Mais immédiatement, comme un doute s’insinue dans cette histoire de l’entre deux, et qui est le spectre d’autres présences. La voix d’Amalia Rodrigues, la chanteuse de fado, cette musique de la nostalgie des morts, de la dépossession du passé, de l’amour inassouvi et de l’amertume que rumine le chagrin, comme trouvant dans ce ressassement la véritable origine de toute passion, s’élève dès les premiers mots. Il faut y prendre garde : le fado, cette forme musicale aux origines afro-brésiliennes porte aussi en lui cette part intraduisible, la saudade, qui est comme cette nostalgie de ce qui va advenir, et que la chimie des sentiments peut à tout moment précipiter. Il est bien ici encore question d’une forme de l’hybridité : le fado, c’est ce révélateur des dissentiments internes qui entrainent jusque dans l’éréthisme. Les dictatures ne supportent pas le délire de l’imagination. Pour mieux en assurer le contrôle, et en atténuer le caractère subversif, le gouvernement de Salazar exigea que les formes en soient écrites et non plus improvisées. Il devint ainsi le support à un mal de vivre esthétisé et d’expression bourgeoise. Mais la très grande Amalia Rodrigues sut le sortir de cette ornière.
Le trouble s’insinue très vite alors dans cette histoire bourgeoise : Annaïse et Léo sont désormais amants, mais aussi Annaïse devient, quand la nuit tombe, Frida, prostituée de son état, travaillant chez Bony, son amant maquereau, propriétaire de la maison close de la rue des Fronts-Forts, et rencontré lors d’une soirée entre amis. Bony, personnage claudicant, veille sur ses femmes : il en revendique la propriété. Dans ce dispositif complexe va alors se dérouler une double histoire entrelacée, à la brièveté glaçante, dont les attendus sont signalés immédiatement, à l’insu du lecteur. Nombreux sont dans le texte les signes qui renforcent l’impression que ce qui est lu n’est pas tout à fait du même ressort que ce qui est écrit, ancrant chaque fois plus profondément le trouble qui peu à peu finit par recouvrir tout le champ de l’expérience qui est là racontée sous nos yeux.
En trente-trois courts chapitres, Annaïse raconte par touches successives la dégradation d’un état, et la brutalisation grandissante des rapports entre les êtres. La passion meurtrière peu à peu s’accomplit. Le trouble se dissipe lentement : c’est bien le spectacle d’une folie extrême que le lecteur voit se nouer sous ses yeux, racontée par la personne qui en est atteinte, ce qui n’est pas sans conséquence sur l’économie narrative.

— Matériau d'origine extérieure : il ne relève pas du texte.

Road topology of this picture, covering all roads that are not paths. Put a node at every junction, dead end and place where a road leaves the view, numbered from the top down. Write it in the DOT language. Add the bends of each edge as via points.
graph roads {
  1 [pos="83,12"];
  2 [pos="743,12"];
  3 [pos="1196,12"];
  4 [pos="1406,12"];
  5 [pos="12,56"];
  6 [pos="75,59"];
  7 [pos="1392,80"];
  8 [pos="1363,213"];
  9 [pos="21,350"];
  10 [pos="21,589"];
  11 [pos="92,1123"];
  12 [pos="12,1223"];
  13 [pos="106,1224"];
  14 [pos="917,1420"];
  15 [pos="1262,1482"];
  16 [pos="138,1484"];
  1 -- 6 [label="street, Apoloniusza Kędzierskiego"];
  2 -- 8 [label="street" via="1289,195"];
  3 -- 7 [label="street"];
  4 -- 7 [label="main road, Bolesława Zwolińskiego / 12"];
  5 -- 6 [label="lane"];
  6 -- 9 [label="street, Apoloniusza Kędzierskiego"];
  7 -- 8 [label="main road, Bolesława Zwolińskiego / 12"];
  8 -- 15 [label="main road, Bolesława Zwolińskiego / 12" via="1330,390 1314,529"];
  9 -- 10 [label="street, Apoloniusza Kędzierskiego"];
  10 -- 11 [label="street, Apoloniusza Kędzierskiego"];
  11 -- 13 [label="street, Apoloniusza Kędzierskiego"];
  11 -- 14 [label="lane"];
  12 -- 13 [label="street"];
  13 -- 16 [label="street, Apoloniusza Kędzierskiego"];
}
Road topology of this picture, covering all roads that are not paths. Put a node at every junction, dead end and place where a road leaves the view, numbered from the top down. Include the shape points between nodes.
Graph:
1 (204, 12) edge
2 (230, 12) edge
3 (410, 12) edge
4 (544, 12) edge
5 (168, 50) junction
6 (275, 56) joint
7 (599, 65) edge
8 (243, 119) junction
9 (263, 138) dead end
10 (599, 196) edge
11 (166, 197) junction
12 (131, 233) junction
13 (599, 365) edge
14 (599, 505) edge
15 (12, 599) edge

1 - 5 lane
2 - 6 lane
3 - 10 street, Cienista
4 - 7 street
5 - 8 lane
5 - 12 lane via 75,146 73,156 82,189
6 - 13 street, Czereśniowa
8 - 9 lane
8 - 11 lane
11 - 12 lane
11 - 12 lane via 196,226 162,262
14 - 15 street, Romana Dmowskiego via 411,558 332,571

Ainsi, les rapports sociaux perçus par une instance manipulatrice disent aussi toujours l’impensé de la norme, ce qui demeure dans le silence claquemuré des consciences. « Me réveiller de ma raison », voici ce qu’affirme la narratrice, qui se laisse habiter « tout entière » par Frida, comme si la raison était précisément l’état de sommeil, et la déraison, celui de la veille. Le désir, et la séduction passent ainsi de l’autre côté, et les instruments – lingeries, épilation, postures érotiques - deviennent nommément alors la marque d’une déraison revendiquée comme telle, la raison réduite alors à une sorte de drap à la propreté douteuse, attribut d’une normalité incapable de viser plus loin qu’un confort mutilé, normalité elle-même peu garante de sa survie, puisque les personnages tentent d’abandonner le pays, ou de se satisfaire en pressurant un peu plus la déglingue généralisée : Serge, autre maquereau, « a le business dans le sang. Il a compris que louer des chambres à l’heure est le moyen le plus rapide de se faire de belles économies. (…) Quatre murs, une cuvette d’eau propre, vite fait. Supplément de tarif pour le ventilateur et la deuxième serviette ».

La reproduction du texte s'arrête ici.